④押し子/クラッチ外れアラーム:シリンジの押し子やクラッチが外れた状態。
(原因)シリンジのセット不良など→輸液ルートの三方活栓・クレンメを閉じてシリンジの押し子をセットし直してから三方活栓・クレンメを開通させ再開。
⑤シリンジ表示ラインの点滅:シリンジ設定不一致
(原因)使用されているシリンジ型と設定された型が異なる為→適合する型のシリンジを使用する、または設定値の確認。
86_largeなお、搬送時における車内でのシリンジポンプの設置場所は、極力患者側接続部と同じ高さで設置することとなります。当社で使用するストレッチャーの場合、車入時のレイアウトスペースの都合上、右写真の位置にストレッチャー車載完了後に設置しています。また、車の振動や予期せぬ大きな揺れ、体動等、万が一に備え(長距離搬送では特に)予備の輸液ルートを確保して頂くことも必要かもしれません。

☆おまけ講座:シリンジポンプに関係する基礎知識☆
■シリンジポンプ仕様概要(テルモTE-331Sの場合):
87_large・消費電力:AC時/16VA、DC時/7.5W、内蔵バッテリ(Ni-Cd電池)連続使用時間/約3時間(流量5mL/hでの連続送液、周囲温度25℃、新品バッテリ満充電時)
・セルフチェック機能:全ランプが3回点滅し動作インジケータが赤・緑の点滅を繰り 返しブザーが鳴る。(機種により異なります。)

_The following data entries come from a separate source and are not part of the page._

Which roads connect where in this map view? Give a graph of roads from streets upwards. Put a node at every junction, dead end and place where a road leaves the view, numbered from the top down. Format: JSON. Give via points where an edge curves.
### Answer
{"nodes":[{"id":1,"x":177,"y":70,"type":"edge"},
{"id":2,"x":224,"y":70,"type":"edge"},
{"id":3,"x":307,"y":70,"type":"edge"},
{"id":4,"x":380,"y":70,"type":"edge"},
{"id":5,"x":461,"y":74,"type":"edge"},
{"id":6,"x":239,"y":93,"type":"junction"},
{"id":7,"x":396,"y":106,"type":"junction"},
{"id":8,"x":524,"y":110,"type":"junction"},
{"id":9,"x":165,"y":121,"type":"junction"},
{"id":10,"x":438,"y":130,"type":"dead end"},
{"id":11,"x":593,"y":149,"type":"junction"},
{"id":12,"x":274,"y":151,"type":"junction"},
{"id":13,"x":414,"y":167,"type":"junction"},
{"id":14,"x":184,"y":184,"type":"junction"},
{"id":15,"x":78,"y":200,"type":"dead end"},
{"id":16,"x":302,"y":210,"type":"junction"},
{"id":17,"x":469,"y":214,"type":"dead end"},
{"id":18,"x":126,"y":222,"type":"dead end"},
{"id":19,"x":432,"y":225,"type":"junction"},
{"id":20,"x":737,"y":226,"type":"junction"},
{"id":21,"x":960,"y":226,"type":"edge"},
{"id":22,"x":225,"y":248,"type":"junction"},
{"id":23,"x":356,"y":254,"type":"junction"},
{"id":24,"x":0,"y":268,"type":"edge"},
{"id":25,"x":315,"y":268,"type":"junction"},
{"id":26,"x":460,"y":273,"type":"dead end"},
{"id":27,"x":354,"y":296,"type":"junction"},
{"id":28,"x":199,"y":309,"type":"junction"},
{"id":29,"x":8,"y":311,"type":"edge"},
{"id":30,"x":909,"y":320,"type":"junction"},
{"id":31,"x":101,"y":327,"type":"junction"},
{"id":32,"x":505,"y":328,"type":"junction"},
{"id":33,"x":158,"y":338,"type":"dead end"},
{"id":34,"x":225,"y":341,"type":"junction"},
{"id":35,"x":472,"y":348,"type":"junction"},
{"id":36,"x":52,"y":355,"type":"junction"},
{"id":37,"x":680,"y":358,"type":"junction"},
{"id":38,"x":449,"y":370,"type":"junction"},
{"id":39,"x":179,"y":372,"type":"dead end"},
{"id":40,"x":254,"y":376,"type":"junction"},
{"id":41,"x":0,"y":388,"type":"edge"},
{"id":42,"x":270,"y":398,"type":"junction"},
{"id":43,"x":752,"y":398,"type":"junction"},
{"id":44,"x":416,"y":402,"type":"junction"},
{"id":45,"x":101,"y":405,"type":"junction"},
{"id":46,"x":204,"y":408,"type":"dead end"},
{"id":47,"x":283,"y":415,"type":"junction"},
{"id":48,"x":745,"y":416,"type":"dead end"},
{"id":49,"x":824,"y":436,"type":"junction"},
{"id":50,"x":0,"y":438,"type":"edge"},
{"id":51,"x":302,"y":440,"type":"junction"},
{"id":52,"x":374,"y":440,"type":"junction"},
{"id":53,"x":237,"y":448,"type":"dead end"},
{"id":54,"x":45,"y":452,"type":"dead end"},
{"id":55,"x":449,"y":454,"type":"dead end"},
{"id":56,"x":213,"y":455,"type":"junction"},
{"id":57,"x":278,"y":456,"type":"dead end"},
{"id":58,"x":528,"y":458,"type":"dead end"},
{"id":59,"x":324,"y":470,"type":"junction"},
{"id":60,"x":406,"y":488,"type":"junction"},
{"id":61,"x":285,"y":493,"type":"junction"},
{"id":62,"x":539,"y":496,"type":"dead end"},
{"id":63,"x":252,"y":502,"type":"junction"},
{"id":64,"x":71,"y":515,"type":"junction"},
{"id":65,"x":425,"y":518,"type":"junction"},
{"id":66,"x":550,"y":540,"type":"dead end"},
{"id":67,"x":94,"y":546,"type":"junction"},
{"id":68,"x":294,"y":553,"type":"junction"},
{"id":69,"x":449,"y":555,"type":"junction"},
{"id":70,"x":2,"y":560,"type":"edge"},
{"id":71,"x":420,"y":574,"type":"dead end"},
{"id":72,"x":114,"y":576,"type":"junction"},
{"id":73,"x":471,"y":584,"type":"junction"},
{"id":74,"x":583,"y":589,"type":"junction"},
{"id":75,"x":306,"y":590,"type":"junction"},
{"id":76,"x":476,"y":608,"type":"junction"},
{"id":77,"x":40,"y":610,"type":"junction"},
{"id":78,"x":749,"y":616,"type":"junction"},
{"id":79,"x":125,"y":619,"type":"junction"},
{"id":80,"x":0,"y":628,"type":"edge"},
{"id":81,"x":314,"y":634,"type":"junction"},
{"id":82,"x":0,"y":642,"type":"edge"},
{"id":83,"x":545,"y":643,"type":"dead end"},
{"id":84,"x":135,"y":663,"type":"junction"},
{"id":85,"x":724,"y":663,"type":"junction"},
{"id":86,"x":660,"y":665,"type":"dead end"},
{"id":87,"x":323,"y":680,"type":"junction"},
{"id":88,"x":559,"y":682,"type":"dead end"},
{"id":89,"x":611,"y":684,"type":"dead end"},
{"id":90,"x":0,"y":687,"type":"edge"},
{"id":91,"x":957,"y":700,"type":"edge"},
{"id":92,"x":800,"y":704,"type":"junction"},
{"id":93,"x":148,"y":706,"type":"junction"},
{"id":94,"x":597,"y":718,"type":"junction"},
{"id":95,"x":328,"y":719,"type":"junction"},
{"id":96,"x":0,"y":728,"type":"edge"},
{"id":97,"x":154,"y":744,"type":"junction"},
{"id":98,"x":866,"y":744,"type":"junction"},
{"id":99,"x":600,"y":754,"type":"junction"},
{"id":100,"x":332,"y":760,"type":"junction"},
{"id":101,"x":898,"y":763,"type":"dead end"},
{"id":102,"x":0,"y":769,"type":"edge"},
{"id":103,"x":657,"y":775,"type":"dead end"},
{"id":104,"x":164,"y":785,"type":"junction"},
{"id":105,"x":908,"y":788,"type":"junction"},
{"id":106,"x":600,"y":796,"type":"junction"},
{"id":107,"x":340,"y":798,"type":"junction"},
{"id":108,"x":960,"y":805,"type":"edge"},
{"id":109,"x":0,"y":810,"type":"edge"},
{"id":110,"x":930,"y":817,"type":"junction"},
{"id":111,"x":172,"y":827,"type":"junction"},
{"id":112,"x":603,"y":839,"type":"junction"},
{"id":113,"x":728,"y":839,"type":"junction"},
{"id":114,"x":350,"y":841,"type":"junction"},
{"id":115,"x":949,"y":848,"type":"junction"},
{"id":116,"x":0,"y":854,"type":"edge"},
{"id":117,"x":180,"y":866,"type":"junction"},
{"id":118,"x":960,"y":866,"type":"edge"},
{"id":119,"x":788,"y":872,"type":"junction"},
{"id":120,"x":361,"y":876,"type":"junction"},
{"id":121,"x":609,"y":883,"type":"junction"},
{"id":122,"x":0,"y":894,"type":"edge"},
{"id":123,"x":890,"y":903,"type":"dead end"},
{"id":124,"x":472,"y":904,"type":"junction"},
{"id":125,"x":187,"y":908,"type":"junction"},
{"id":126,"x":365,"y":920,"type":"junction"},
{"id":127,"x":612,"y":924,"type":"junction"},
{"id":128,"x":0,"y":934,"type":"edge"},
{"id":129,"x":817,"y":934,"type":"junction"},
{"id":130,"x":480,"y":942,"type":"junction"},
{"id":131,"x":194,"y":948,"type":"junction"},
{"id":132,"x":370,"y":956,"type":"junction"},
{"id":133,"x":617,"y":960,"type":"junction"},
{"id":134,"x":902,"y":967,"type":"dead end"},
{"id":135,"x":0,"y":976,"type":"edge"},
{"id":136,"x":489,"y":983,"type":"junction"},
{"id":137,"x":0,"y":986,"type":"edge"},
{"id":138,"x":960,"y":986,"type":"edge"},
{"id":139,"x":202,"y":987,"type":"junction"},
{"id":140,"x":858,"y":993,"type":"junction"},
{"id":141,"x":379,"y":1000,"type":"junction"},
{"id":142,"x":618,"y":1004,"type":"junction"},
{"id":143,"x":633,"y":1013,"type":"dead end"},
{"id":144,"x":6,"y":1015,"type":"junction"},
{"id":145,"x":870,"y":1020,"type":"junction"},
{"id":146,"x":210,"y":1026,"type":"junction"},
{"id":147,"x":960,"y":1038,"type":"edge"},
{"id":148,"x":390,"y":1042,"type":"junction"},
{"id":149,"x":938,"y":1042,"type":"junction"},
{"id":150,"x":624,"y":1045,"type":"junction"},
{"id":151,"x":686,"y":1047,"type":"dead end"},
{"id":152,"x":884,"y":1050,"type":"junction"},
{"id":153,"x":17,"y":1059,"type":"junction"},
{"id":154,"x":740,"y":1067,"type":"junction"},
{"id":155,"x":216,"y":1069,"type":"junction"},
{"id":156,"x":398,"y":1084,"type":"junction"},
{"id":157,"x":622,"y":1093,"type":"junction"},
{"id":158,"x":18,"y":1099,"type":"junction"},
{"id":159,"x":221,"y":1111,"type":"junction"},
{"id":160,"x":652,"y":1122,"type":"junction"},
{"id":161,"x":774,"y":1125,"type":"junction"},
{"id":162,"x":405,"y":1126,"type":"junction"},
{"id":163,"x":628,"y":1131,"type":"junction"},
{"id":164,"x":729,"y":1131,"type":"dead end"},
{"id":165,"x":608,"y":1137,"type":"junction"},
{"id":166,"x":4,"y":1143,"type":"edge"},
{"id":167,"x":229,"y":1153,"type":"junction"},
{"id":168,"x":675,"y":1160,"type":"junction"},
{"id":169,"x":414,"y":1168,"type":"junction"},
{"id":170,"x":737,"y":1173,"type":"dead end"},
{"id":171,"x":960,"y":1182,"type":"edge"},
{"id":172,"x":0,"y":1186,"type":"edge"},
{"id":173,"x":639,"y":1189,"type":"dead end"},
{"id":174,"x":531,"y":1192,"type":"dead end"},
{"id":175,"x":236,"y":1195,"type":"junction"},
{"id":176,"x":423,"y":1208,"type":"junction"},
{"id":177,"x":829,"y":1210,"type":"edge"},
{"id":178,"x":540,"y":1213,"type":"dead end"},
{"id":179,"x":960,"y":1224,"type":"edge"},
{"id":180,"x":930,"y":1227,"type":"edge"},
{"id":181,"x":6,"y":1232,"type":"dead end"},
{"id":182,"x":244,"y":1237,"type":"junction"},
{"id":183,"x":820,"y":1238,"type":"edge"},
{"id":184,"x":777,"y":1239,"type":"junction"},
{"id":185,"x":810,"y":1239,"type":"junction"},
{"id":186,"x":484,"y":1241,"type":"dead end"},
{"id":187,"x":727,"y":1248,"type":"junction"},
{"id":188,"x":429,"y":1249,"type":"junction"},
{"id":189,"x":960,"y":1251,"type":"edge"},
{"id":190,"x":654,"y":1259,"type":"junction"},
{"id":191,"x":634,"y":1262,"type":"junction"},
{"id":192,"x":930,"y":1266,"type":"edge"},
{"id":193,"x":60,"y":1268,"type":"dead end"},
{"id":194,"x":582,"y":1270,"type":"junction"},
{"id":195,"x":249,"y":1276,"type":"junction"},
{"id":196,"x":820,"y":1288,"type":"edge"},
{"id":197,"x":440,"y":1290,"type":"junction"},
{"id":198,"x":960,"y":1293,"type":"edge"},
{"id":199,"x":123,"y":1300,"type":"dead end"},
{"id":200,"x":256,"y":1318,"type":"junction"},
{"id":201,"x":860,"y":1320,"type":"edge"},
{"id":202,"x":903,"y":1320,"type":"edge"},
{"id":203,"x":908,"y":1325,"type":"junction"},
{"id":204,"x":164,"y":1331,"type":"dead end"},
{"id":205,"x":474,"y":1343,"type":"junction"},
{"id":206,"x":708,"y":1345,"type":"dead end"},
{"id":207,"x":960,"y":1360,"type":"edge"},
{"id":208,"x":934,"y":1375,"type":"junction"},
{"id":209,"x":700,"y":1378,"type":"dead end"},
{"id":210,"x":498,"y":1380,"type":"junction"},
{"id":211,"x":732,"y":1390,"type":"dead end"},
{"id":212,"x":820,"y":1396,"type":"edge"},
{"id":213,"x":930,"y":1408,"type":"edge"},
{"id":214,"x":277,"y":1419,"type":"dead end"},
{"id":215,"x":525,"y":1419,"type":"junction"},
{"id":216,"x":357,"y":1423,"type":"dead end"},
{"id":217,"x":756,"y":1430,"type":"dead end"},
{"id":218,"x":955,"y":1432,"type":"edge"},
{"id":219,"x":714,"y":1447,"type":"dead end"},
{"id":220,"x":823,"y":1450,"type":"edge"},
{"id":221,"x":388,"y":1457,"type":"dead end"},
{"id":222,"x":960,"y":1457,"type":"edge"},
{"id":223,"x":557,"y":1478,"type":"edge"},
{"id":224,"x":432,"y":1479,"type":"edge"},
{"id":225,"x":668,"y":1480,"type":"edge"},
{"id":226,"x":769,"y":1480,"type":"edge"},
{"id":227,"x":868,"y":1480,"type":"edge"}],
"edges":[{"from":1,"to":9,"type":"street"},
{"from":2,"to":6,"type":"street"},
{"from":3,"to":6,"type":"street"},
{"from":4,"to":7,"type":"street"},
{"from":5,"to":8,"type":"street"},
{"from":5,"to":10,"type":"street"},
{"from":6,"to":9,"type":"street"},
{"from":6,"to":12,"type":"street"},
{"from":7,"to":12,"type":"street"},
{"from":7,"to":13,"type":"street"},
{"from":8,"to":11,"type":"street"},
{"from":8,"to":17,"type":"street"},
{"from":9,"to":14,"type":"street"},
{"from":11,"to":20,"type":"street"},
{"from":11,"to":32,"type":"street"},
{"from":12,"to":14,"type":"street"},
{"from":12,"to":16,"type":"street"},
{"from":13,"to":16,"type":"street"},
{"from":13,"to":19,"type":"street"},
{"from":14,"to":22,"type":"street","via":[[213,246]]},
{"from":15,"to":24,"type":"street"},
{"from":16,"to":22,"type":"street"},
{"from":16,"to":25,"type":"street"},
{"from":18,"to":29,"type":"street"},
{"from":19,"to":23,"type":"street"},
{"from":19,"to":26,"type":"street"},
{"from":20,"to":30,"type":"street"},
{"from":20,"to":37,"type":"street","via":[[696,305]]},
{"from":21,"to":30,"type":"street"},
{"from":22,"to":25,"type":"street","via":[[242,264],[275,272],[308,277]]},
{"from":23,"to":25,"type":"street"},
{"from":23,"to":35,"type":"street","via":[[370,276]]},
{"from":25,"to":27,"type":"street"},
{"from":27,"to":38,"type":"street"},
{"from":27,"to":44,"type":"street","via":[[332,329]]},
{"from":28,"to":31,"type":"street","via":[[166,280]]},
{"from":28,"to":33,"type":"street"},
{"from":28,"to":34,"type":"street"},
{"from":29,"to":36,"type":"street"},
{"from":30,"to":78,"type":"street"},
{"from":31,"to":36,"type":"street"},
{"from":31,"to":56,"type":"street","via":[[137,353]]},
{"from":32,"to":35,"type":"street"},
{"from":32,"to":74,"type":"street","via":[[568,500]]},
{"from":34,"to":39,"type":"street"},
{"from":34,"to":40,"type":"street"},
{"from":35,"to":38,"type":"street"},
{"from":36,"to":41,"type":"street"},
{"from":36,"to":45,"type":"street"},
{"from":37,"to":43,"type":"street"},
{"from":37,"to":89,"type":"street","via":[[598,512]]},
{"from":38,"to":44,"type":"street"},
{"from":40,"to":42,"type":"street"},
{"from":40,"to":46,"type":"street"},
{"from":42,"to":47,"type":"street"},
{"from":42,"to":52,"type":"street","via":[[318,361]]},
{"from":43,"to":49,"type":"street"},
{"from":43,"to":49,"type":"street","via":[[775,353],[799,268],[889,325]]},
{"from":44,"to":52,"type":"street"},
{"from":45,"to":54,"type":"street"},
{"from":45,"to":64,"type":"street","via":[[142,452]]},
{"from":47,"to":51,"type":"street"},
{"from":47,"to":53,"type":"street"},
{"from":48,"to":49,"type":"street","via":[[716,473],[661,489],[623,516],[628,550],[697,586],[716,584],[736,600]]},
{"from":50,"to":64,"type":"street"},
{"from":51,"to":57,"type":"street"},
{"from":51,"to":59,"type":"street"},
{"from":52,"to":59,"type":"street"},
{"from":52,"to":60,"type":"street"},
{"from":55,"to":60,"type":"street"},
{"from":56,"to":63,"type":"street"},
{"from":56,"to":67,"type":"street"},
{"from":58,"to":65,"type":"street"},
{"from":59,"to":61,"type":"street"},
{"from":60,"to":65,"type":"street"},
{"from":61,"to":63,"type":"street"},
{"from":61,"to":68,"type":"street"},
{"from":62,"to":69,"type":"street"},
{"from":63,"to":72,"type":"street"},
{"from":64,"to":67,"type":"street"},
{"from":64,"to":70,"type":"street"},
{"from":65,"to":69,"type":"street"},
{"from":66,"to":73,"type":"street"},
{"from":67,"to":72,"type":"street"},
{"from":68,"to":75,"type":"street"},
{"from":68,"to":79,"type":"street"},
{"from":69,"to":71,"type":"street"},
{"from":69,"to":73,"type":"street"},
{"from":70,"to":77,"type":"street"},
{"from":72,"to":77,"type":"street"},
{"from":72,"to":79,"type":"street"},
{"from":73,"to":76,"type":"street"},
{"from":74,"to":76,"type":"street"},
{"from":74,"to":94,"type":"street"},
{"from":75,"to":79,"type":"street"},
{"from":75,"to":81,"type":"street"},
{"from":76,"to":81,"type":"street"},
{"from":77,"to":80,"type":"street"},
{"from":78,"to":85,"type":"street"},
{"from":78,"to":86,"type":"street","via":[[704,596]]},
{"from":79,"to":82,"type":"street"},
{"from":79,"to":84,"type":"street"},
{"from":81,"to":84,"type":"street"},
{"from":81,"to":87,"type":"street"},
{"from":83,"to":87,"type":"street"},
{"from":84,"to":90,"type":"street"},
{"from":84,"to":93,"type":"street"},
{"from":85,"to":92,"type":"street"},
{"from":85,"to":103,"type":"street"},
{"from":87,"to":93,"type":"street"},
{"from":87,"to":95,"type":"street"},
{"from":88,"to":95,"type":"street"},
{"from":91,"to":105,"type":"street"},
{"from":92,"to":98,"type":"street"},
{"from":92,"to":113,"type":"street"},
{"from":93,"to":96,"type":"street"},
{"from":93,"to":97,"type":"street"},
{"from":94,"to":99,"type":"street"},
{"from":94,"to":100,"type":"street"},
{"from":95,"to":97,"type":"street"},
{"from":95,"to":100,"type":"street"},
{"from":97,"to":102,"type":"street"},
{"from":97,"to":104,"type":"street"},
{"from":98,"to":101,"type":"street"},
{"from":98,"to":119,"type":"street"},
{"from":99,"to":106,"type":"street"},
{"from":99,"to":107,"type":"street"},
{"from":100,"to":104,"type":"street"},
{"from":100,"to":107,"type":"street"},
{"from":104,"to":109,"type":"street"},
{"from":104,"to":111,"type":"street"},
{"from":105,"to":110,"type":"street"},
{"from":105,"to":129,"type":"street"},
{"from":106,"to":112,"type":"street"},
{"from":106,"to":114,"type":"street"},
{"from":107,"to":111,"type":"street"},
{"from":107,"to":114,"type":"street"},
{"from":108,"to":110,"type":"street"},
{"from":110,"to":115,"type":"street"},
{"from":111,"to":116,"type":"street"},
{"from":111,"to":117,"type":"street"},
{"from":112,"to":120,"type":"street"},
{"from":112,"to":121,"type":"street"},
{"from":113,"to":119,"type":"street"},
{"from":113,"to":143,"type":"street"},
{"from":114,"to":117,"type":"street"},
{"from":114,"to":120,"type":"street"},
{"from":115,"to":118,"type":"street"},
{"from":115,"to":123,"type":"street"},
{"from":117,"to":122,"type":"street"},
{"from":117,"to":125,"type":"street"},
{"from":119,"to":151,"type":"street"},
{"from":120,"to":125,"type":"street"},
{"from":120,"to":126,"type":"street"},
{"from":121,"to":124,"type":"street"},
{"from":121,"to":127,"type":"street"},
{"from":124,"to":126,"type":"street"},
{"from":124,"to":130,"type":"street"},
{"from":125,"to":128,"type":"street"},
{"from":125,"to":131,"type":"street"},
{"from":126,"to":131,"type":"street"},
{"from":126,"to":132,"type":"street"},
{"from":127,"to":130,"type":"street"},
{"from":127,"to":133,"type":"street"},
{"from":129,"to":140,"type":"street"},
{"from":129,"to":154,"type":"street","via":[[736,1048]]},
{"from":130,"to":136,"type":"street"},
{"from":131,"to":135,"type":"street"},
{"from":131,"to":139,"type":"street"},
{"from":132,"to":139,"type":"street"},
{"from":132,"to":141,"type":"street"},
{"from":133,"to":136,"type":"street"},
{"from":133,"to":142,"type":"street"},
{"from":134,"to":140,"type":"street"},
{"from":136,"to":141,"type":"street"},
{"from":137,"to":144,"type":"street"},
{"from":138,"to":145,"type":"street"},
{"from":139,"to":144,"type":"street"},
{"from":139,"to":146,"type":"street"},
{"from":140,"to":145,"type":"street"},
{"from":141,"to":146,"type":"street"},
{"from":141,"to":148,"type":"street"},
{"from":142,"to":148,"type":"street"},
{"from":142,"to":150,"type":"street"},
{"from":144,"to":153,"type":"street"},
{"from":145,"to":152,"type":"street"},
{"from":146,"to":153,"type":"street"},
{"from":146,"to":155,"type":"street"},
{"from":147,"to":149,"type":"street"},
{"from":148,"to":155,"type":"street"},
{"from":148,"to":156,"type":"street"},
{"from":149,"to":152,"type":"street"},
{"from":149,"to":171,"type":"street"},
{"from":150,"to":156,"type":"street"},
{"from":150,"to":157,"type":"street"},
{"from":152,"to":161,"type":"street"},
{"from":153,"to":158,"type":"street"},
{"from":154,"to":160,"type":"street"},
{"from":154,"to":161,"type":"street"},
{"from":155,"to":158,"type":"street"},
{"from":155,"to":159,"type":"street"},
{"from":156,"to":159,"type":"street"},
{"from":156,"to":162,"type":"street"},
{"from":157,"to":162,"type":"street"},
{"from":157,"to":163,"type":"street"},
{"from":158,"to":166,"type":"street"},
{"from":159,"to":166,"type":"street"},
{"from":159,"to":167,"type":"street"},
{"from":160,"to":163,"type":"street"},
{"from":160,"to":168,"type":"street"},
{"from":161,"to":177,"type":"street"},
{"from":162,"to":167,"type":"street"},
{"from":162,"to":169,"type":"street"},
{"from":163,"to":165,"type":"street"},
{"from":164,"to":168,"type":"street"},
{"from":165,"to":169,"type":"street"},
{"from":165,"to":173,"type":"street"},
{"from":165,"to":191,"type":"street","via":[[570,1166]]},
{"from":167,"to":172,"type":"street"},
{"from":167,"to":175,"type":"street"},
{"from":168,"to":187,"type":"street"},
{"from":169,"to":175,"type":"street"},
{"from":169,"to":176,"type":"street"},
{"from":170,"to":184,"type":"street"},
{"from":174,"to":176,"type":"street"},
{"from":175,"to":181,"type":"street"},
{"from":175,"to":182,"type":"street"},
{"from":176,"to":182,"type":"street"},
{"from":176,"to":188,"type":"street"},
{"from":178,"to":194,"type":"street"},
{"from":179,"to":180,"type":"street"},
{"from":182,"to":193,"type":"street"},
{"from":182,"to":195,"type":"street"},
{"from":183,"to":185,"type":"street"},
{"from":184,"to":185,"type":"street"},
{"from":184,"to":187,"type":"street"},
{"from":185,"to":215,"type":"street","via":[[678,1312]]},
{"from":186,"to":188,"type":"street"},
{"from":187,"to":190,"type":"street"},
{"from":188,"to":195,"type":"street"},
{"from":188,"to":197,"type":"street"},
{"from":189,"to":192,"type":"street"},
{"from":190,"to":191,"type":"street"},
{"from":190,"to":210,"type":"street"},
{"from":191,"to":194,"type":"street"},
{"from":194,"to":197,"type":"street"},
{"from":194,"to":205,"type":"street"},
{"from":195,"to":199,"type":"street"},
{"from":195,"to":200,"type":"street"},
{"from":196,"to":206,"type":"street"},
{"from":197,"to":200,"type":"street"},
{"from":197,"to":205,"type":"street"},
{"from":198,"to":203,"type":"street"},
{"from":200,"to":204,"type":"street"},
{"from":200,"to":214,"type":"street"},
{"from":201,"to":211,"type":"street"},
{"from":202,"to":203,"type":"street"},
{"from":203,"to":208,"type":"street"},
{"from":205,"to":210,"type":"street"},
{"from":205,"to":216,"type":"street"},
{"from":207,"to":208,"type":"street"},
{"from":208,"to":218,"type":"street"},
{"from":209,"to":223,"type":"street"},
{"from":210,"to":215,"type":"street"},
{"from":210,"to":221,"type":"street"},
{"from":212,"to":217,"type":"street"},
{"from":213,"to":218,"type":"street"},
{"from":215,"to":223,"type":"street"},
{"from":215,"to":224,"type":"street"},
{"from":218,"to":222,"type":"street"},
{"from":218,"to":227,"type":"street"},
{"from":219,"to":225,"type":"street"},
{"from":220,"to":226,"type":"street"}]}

・外形寸法:322(幅)×114(高さ)×115(奥行)mm、重量1.8Kg
■とっても危険なサイフォニング現象:
患者側接続部よりシリンジポンプが高い位置にあると、万が一シリンジの固定が不完全だったり外れてしまった場合、その高低落差により薬剤が大量注入されてしまうこと。
参考動画:九州大学病院看護部
シリンジポンプの安全な操作と管理 1-10サイフォニング現象

■とっても危険なボーラス注入:
内圧が高いまま閉塞を解除すると一気に患者へ薬液が注入されてしまうこと。輸液ラインのチューブ屈曲、クレンメの開け忘れ、フィルターの詰まり等により閉塞状態が発生した場合、輸液ラインの出来るだけ下流をクランプしてから輸液ラインの内圧を開放し、その後閉塞の原因を取り除いてから開始する必要がある。
■シリンジポンプを用いる主な投薬剤:
・カテコールアミン(昇圧剤):過量・急速投与により急激な血圧上昇、それに伴う
出血や頻脈、不整脈を起こす。イノバンなど
・硝酸薬(血管拡張剤):過量投与による血圧低下を起こす。ミリスロールなど
・カルシウム拮抗剤(降圧剤):強力な降圧効果(血管拡張)を有し、過量投与で低血圧を起こす。ヘルジピンなど
・インスリン:正確に投与されないと低/高血糖が起こる。ヒューマリンなど
・抗不整脈薬:期外収縮(異常な刺激によって心臓が本来の周期を外れて早く収縮
する不整脈のこと)に対して投与される。局所麻酔薬なので過量投与で血中濃度が
上昇すると中毒症状が起こる。(不安・興奮・多弁・意識消失・全身痙攣など)
重篤化すると呼吸停止・血圧低下・徐脈・心室性不整脈が起こる。キシロカイン等
・鎮静剤:過量投与で低血圧・呼吸抑制・覚醒遅延が起こる。